Autre bêtise cruelle: voilà Mario qui reparaît à l’horizon. Ou plutôt son spectre. Jugez vous-même si j’étais dans mon tort ou si je n’avais pas raison.

Les deux demoiselles qui venaient dormir chez nous étaient très curieuses de connaître les détails de mon aventure avec Mario. C’était de la curiosité idiote, et indélicate aussi, parce qu’elles voulaient entrer dans un domaine qui m’était personnel et qui était presque sacré. Mais, en un mot, cette curiosité les démangeait. Elles n’étaient pas méchantes, mais plutôt romantiques, et éprouvaient le besoin de remplir leur oisiveté avec des histoires d’amour authentiques, aussi essayaient-elles de connaître la mienne pour avoir un autre roman à ajouter à leur collection. Pour elles c’était un roman.
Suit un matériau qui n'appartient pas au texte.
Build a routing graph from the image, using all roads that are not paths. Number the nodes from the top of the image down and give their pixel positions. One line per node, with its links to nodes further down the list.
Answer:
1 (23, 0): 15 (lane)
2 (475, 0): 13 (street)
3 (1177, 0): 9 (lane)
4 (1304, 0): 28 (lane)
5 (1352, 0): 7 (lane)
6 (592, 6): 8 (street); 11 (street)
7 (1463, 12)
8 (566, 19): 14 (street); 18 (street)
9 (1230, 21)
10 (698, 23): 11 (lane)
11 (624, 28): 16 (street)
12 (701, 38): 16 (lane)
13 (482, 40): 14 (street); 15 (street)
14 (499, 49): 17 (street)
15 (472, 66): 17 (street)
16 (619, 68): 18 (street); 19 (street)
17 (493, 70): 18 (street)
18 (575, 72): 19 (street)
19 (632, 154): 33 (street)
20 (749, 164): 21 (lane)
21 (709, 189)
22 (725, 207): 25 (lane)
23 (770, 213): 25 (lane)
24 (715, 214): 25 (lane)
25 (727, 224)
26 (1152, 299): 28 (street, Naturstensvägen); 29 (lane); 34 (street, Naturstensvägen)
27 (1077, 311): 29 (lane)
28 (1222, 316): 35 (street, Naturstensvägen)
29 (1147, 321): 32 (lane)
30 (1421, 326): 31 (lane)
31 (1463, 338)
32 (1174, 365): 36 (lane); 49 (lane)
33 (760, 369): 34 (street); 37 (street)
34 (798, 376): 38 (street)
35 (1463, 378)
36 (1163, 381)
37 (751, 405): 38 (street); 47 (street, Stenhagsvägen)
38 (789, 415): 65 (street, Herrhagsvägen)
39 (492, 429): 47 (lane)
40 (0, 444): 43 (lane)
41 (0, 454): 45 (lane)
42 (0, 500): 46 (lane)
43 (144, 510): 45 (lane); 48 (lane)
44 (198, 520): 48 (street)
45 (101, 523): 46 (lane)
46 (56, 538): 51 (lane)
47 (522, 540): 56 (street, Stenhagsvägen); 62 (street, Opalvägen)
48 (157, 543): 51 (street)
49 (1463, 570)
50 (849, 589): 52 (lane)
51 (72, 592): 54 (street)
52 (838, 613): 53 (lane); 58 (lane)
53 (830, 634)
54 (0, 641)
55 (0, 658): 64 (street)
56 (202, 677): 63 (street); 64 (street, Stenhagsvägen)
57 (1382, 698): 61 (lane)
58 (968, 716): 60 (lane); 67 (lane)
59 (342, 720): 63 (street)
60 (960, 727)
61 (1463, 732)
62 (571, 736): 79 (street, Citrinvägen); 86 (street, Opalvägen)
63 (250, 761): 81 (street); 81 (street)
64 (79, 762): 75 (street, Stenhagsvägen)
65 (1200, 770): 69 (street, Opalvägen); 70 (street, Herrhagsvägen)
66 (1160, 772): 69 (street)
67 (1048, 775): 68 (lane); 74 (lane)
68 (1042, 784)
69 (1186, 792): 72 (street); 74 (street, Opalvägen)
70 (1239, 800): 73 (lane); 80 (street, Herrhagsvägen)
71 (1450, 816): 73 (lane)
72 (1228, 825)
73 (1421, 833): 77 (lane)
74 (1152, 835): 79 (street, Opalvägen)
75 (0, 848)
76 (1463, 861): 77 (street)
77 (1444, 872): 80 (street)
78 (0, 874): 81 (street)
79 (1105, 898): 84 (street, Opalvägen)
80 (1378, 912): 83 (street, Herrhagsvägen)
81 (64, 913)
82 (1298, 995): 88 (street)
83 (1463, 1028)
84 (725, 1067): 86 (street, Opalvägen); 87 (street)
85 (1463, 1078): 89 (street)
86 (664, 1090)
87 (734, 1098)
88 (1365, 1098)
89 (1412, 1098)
Pour moi c’est une tragédie. Et je ne voudrais jamais y toucher.

 

Depuis dimanche, je n’ai plus écrit. J’ai tellement souffert de parler de mon papa que je me suis sentie mal au cours de ces dernières soixante heures. Je commence seulement ce soir, et nous sommes déjà mercredi, à reprendre un peu de forces. Aussi je reprends mon récit. Espérons que je ne vais pas me sentir mal à nouveau. Car parler de Mario est aussi une grande souffrance.

Ces deux demoiselles donc, qui avaient sans aucun doute fait preuve de bonté à mon égard, me dérangeaient un peu par leur indélicatesse, par une certaine légèreté un peu trop contraire à ma façon de penser et d’agir.

Elles plaisantaient un peu trop facilement sur ce qui était pour moi une grande souffrance morale, par exemple sur certaines visites médicales qui me répugnaient au maximum. Elles plaisantaient trop aisément à propos de mes relations de malade avec le docteur, m’attribuant des sentiments qu’elles éprouvaient elles-mêmes à l’égard de ce médecin, des sentiments exaltés qui sortaient du droit chemin d’une simple amitié, pour pénétrer dans le domaine illicite d’une sympathie trop vive et trop ouvertement manifestée. J’avais dû rappeler à l’ordre l’une des deux, parce que je voyais que le médecin était gêné par une tentative de charme un peu trop explicite. Et cela avait été interprété d’une façon tout autre qu’exacte. C’est-à-dire qu’elles avaient cru qu’il y avait de la jalousie de ma part. Oh! pauvre de moi! Moi qui n’ai jamais souffert de jalousie, même pas lorsqu’il s’agissait de quelqu’un qui représentait pour moi effectivement quelque chose. Figurez-vous donc avec quelqu’un auquel je n’étais attachée que comme une malade à l’égard de celui qui la soigne et rien d’autre! Je crois que j’ai agi comme aurait dû le faire toute personne sérieuse, en rappelant à l’ordre cette jeunette qui était en train de se monter la tête, et qui le montrait ouvertement, pour quelqu’un qui était déjà lié avec une autre femme par des promesses solennelles.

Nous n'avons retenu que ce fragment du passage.